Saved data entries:
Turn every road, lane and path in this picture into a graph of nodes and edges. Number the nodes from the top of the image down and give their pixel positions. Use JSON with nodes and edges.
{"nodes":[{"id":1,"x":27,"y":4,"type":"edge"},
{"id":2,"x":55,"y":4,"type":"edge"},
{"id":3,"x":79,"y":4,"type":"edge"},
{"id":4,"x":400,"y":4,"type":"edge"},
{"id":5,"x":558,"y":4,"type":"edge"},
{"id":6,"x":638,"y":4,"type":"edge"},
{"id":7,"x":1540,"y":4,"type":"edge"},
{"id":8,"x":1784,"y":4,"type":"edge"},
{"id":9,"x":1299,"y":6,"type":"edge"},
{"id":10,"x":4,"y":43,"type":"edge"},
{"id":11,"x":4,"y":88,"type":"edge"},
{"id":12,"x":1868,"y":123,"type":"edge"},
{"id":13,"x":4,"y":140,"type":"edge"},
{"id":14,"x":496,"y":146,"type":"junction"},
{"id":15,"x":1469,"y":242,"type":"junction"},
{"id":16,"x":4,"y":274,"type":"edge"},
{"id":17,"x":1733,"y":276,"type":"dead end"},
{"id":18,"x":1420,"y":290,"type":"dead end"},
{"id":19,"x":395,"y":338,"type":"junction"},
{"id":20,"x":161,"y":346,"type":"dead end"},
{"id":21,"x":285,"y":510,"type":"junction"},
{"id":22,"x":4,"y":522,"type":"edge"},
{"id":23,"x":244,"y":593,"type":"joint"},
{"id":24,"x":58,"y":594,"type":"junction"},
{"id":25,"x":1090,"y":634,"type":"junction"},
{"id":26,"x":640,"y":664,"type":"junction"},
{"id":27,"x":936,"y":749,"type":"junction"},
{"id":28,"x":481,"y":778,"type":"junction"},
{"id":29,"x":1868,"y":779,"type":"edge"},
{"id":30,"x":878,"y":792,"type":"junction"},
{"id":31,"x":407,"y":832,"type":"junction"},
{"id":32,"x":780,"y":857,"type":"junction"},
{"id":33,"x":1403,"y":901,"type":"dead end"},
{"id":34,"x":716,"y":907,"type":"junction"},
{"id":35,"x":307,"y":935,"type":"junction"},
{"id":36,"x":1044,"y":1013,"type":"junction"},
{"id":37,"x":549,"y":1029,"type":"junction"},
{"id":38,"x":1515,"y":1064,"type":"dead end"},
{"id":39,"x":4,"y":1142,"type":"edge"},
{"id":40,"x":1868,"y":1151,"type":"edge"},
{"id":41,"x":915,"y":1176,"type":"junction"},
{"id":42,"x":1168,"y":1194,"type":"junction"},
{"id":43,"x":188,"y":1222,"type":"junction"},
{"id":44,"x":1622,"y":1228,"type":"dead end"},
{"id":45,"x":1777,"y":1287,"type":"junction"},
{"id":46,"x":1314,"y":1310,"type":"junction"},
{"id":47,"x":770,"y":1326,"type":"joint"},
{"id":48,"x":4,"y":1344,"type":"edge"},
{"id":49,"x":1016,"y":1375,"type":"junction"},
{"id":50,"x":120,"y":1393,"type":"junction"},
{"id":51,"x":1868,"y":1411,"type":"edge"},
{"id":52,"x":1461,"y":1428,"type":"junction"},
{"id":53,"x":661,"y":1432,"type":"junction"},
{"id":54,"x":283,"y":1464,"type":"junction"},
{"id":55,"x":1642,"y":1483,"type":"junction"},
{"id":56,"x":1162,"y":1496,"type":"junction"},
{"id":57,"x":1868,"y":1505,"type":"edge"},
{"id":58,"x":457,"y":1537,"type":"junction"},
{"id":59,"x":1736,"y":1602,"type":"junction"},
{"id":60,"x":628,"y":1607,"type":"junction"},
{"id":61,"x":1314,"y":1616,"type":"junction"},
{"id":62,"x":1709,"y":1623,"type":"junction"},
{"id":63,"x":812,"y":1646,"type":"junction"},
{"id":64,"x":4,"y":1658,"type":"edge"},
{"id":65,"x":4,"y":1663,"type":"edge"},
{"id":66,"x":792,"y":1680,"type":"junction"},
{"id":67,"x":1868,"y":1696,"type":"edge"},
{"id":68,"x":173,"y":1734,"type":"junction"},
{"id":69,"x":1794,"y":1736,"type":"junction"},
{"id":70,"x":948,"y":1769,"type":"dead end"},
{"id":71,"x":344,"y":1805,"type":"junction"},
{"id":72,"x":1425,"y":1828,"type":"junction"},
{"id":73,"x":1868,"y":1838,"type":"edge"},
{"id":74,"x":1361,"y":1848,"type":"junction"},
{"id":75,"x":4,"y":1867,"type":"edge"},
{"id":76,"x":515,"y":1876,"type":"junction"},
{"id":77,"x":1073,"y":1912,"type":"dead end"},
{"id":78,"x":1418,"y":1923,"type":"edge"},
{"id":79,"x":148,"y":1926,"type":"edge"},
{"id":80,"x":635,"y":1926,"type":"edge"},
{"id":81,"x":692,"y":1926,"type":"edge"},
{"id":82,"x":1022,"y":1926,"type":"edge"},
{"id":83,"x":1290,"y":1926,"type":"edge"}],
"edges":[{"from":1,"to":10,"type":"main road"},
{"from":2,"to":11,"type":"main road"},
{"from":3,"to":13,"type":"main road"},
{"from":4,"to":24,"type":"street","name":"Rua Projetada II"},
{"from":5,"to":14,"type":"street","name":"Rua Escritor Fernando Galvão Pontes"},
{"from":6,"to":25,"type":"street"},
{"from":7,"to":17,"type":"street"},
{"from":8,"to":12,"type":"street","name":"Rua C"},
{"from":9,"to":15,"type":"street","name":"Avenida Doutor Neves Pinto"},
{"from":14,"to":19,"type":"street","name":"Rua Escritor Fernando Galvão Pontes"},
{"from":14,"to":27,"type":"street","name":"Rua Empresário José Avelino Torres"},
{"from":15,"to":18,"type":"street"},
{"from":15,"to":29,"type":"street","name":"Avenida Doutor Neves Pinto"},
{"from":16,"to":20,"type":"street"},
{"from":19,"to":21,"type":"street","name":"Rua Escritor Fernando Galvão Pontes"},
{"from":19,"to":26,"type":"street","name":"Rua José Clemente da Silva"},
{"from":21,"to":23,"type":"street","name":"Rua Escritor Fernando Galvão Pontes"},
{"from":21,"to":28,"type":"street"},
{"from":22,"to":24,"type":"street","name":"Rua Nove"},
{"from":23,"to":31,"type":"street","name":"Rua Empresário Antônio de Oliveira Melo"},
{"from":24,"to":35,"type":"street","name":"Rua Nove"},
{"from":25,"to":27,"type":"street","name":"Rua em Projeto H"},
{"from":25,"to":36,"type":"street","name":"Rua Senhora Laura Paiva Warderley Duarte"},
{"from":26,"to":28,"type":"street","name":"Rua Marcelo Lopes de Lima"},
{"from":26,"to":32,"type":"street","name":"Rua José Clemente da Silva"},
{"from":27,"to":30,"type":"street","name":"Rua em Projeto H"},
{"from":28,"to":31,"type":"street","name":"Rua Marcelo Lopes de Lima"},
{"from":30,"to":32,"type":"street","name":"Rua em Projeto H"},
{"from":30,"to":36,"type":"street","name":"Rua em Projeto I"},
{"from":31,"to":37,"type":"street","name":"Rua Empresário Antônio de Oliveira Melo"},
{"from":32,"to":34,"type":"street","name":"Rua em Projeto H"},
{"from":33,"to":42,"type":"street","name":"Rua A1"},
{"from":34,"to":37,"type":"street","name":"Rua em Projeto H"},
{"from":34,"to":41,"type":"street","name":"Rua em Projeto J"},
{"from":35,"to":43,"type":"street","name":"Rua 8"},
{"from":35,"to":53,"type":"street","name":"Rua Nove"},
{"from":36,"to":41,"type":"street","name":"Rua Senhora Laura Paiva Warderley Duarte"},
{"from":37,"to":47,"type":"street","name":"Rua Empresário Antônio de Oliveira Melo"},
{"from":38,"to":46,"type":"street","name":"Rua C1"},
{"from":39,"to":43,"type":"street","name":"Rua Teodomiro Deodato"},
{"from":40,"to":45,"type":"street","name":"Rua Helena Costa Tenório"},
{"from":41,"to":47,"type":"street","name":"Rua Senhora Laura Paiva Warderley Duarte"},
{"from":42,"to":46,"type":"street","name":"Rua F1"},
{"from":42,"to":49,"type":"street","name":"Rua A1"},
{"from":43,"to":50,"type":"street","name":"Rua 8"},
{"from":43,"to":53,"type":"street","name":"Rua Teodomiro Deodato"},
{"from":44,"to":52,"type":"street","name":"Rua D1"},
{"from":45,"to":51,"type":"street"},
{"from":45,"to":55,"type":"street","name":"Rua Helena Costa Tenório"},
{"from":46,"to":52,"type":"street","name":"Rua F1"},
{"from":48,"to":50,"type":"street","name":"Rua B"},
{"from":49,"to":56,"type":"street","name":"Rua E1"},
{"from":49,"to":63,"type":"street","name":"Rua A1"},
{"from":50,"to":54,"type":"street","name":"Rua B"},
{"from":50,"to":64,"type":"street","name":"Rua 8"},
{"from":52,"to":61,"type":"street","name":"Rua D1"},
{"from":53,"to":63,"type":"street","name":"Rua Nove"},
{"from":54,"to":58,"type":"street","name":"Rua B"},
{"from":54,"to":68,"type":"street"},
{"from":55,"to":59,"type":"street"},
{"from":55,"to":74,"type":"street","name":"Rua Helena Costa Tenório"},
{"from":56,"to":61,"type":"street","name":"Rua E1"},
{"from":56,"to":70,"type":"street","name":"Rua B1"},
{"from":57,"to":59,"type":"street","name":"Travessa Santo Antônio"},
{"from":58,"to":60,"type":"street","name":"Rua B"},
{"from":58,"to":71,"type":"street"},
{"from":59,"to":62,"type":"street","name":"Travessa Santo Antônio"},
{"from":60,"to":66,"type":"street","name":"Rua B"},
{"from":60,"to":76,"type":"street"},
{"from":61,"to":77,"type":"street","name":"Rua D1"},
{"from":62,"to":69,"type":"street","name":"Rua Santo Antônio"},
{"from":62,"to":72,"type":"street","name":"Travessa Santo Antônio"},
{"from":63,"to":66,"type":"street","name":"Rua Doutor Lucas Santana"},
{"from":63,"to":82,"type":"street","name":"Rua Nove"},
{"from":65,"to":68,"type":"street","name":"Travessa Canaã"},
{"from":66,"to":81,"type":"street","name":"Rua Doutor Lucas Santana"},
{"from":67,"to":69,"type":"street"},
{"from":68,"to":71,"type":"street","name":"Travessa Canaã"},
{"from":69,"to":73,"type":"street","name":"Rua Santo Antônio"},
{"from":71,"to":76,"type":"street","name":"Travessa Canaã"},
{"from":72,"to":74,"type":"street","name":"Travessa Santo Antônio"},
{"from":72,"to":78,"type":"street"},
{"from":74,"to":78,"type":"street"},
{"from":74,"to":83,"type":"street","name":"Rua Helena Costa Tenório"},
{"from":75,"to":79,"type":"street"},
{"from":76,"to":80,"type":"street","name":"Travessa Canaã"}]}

→ THE PROBLEM: Find the lines in the records that include the string "Paiva", and reply with how many there are, nothing more.

→ RESPONSE TO THE EXERCISE: 3